The revolution was the discovery, around 2013, that dense low-dimensional vectors learned by neural networks to predict word context encode semantic and syntactic structure as geometric structure. Relationships between concepts map to directions in the embedding space. Geometry encodes meaning.

Word2Vec

Tomas Mikolov and colleagues at Google published Word2Vec in 2013. The training task is simple: given a word, predict its neighboring words in a text corpus (or given the neighbors, predict the center word). A shallow neural network trained on this task learns a dense vector representation for each word such that words that appear in similar contexts end up with similar vectors.

The demonstration that captured attention was analogy completion via vector arithmetic. The vector for “king” minus the vector for “man” plus the vector for “woman” equals, approximately, the vector for “queen.” Not just this pair — the relationship “male-female analogy” is consistently represented as a direction in the embedding space. “Paris − France + Italy” ≈ “Rome.” “Walking − walked + swam” ≈ “swimming.” Grammatical relationships (present-past tense, singular-plural) and semantic relationships (country-capital, person-profession) are both encoded as consistent geometric directions.

This was genuinely surprising. The network was trained to predict context words. It wasn’t told what “analogy” means or that “king” and “queen” are gender-related. It inferred the geometric structure of these relationships from the statistical patterns in co-occurrence across a large corpus. The semantic relationships weren’t put in; they emerged.

What Embeddings Are Doing

The Word2Vec result invited a theoretical question that’s still not fully resolved: why does predicting context words produce geometrically structured semantic representations?

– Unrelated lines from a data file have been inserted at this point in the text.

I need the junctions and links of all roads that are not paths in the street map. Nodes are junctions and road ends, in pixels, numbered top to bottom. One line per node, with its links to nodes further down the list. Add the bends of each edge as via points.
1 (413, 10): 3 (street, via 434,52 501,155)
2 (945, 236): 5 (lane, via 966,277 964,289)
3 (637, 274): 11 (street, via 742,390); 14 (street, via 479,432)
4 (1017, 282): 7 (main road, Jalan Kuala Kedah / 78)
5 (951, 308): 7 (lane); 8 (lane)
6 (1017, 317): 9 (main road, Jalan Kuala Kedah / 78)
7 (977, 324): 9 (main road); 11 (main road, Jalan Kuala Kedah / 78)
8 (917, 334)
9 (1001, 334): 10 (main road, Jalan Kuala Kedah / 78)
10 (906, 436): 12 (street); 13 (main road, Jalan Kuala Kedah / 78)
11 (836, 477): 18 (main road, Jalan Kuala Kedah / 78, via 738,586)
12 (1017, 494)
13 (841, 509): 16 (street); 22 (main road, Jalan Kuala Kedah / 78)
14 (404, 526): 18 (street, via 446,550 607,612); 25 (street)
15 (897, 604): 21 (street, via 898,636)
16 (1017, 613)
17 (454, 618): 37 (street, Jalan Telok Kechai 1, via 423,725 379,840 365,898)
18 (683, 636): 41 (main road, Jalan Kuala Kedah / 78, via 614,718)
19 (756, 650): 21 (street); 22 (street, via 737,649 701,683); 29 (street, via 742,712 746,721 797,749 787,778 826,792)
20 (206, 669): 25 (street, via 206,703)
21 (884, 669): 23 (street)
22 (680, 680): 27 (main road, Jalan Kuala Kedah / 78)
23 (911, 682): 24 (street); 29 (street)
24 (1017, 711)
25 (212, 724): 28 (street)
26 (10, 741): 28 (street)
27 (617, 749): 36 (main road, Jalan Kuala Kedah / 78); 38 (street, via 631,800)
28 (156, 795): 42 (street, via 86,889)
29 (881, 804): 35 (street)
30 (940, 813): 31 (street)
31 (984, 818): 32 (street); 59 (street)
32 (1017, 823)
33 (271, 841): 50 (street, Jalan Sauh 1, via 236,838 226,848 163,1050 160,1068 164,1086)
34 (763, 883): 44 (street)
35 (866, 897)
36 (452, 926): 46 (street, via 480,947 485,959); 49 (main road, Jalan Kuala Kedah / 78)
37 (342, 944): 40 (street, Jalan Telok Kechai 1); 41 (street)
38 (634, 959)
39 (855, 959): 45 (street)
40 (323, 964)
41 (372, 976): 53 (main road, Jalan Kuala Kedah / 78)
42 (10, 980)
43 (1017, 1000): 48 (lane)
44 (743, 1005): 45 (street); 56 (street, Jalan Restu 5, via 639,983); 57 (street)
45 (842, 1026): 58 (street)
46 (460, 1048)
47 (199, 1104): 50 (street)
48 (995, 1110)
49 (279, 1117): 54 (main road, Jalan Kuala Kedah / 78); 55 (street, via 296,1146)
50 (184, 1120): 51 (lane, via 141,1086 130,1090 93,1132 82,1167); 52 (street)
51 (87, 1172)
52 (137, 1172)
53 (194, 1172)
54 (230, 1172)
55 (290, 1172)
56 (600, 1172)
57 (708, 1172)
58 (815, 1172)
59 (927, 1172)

Levy and Goldberg (2014) showed that Word2Vec’s skip-gram model (predict neighbors from center) implicitly factorizes a matrix of Pointwise Mutual Information (PMI) between words and their contexts. PMI between a word w and a context c is high when w and c co-occur more often than chance. Factorizing the PMI matrix with low-rank vectors produces dense embeddings that capture the dominant structure of the co-occurrence distribution.

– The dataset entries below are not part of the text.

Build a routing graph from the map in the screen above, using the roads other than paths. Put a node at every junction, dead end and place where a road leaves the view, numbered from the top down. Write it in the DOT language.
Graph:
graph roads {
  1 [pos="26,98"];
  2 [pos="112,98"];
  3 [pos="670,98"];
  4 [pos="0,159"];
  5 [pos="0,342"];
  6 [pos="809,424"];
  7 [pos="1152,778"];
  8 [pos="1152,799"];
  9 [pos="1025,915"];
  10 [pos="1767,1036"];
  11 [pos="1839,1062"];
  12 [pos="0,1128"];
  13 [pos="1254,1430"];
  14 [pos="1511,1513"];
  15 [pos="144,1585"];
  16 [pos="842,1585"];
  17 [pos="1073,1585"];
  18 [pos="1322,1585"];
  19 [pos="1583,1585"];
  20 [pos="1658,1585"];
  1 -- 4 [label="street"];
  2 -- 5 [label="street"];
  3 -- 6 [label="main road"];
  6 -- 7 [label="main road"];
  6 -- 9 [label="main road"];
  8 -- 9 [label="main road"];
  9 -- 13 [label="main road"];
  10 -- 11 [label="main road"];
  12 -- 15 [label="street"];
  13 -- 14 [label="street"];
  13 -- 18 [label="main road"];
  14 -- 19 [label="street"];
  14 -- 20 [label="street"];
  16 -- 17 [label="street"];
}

The geometric structure follows from this. Words that share many contexts (and therefore have high PMI with similar words) get embedded near each other. Relationships that hold between many pairs (gender relationships, tense relationships) are represented as consistent directions because they produce consistent PMI structure across many word pairs. The geometry is a consequence of the statistical structure of language, not a design choice.

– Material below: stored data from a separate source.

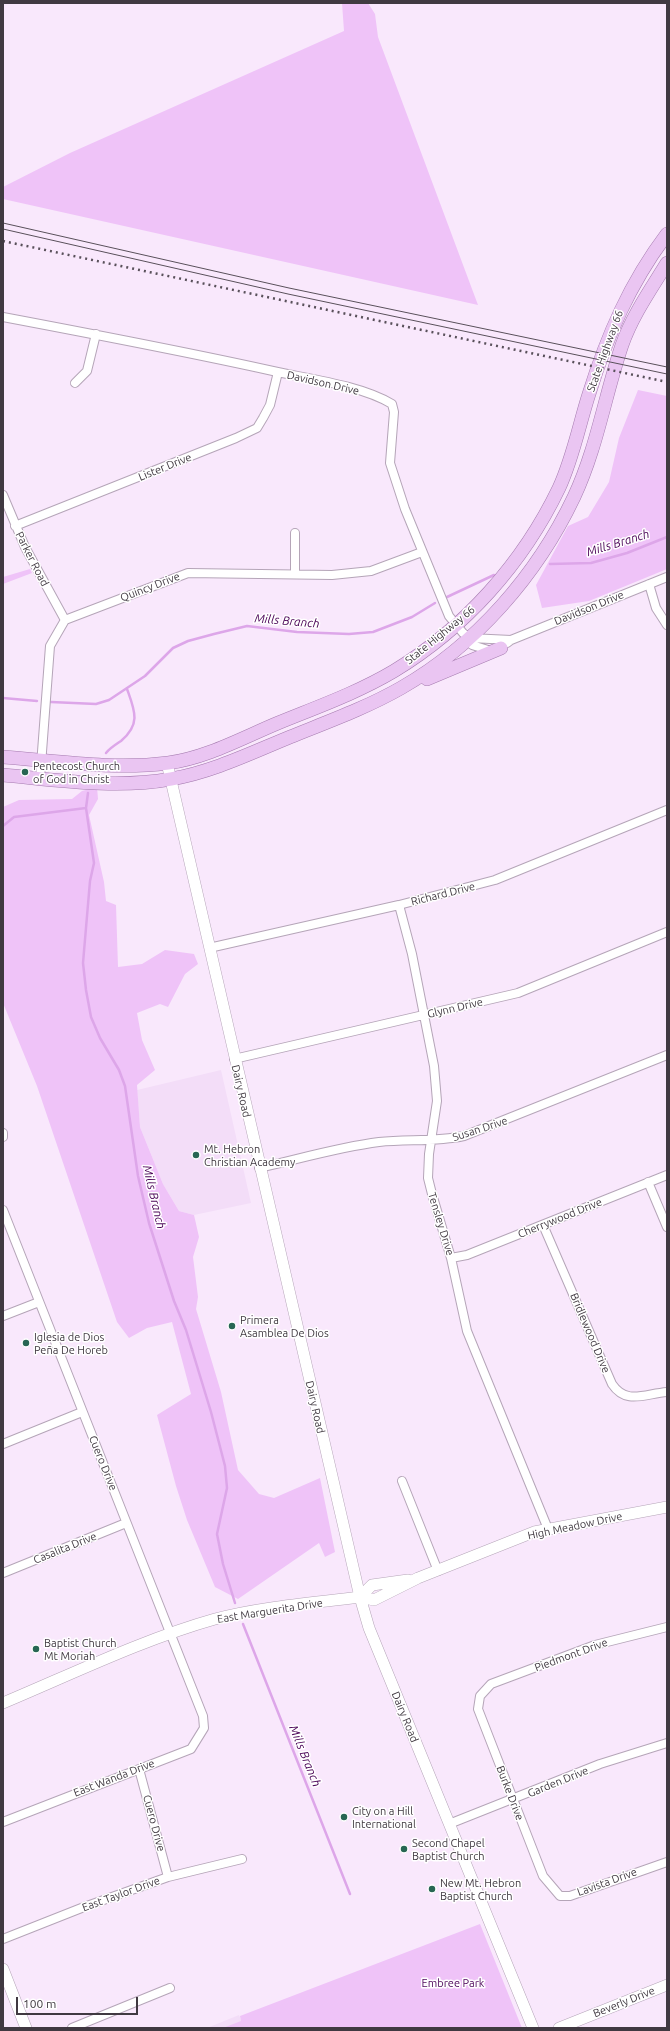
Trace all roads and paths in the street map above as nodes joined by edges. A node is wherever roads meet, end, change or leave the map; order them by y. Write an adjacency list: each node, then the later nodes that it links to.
1 (667, 234): 15 (main road, State Highway 66)
2 (667, 263): 17 (main road, State Highway 66)
3 (3, 317): 4 (street, Davidson Drive)
4 (96, 334): 5 (street, Davidson Drive); 6 (street)
5 (278, 372): 8 (street, Lister Drive); 10 (street, Davidson Drive)
6 (76, 383)
7 (3, 495): 8 (street, Parker Road)
8 (15, 526): 14 (street, Parker Road)
9 (295, 533): 11 (street)
10 (422, 552): 11 (street, Quincy Drive); 15 (street, Davidson Drive)
11 (294, 574): 14 (street, Quincy Drive)
12 (667, 577): 13 (street, Davidson Drive)
13 (648, 584): 16 (street); 18 (street, Davidson Drive)
14 (65, 620): 21 (street)
15 (456, 625): 17 (street, Davidson Drive); 22 (main road, State Highway 66)
16 (667, 625)
17 (470, 638): 18 (street, Davidson Drive); 18 (street, Davidson Drive); 19 (main road, State Highway 66)
18 (506, 644): 19 (main road)
19 (381, 698): 25 (main road, State Highway 66)
20 (3, 757): 21 (main road, State Highway 66)
21 (41, 760): 22 (main road, State Highway 66); 24 (street)
22 (167, 763): 25 (street, Dairy Road)
23 (3, 775): 24 (main road, State Highway 66)
24 (40, 778): 25 (main road, State Highway 66)
25 (170, 780): 29 (street, Dairy Road)
26 (667, 810): 27 (street, Richard Drive)
27 (399, 905): 29 (street, Richard Drive); 30 (street, Tensley Drive)
28 (667, 932): 30 (street, Glynn Drive)
29 (209, 948): 32 (street, Dairy Road)
30 (424, 1016): 32 (street, Glynn Drive); 35 (street, Tensley Drive)
31 (667, 1055): 35 (street, Susan Drive)
32 (234, 1059): 36 (street, Dairy Road)
33 (3, 1133): 34 (street)
34 (3, 1136)
35 (431, 1140): 36 (street, Susan Drive); 42 (street, Tensley Drive)
36 (259, 1168): 54 (street, Dairy Road)
37 (667, 1175): 38 (street, Cherrywood Drive)
38 (648, 1182): 40 (street, Cherrywood Drive); 41 (street)
39 (3, 1210): 43 (street, Cuero Drive)
40 (543, 1225): 42 (street, Cherrywood Drive); 45 (street, Bridlewood Drive)
41 (667, 1227)
42 (452, 1258): 51 (street, Tensley Drive)
43 (39, 1302): 44 (street); 46 (street, Cuero Drive)
44 (3, 1316)
45 (667, 1392)
46 (82, 1412): 47 (street); 50 (street, Cuero Drive)
47 (3, 1444)
48 (402, 1481): 52 (street)
49 (667, 1507): 51 (street, High Meadow Drive)
50 (126, 1523): 53 (street, Casalita Drive); 56 (street, Cuero Drive)
51 (548, 1529): 52 (street, High Meadow Drive)
52 (438, 1571): 54 (street, High Meadow Drive)
53 (3, 1574)
54 (360, 1597): 56 (street, East Marguerita Drive); 64 (street, Dairy Road)
55 (667, 1627): 57 (street, Piedmont Drive)
56 (171, 1634): 58 (street, East Marguerita Drive); 59 (street, Cuero Drive)
57 (480, 1696): 62 (street, Burke Drive)
58 (3, 1703)
59 (203, 1716): 61 (street, East Wanda Drive)
60 (667, 1743): 62 (street, Garden Drive)
61 (139, 1768): 63 (street, East Wanda Drive); 67 (street, Cuero Drive)
62 (513, 1800): 64 (street, Garden Drive); 68 (street, Burke Drive)
63 (3, 1822)
64 (449, 1824): 75 (street, Dairy Road)
65 (242, 1859): 67 (street, East Taylor Drive)
66 (667, 1862): 68 (street, Lavista Drive)
67 (168, 1877): 69 (street, East Taylor Drive)
68 (550, 1887)
69 (3, 1939)
70 (3, 1969): 73 (street)
71 (667, 1985): 76 (street, Beverly Drive)
72 (170, 1988): 74 (street)
73 (26, 2028)
74 (72, 2028)
75 (533, 2028)
76 (559, 2028)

This is the distributional hypothesis instantiated in low-dimensional geometry: meaning is in the distribution, the distribution has structure, and dense vector spaces represent that structure geometrically.

Contextual Embeddings

Word2Vec and GloVe produce static embeddings — one vector per word, regardless of context. “Bank” has the same vector whether it’s a river bank or a financial institution. This is a significant limitation for words with multiple senses and for understanding meaning in context.

The transformer architecture produces contextual embeddings. The representation of each token at each layer is computed from that token’s interaction with all other tokens in the sequence, via self-attention. The embedding for “bank” in “I deposited money at the bank” is different from its embedding in “the fish swam to the bank.” The context is baked into the representation.

BERT (Bidirectional Encoder Representations from Transformers, Devlin et al., 2018) trained a transformer on two tasks: masked language modeling (predict a randomly masked token from its context) and next sentence prediction. The representations learned are deeply contextual — they capture syntactic structure, semantic roles, coreference, and discourse relationships, all encoded in the geometry of the embedding space at each layer.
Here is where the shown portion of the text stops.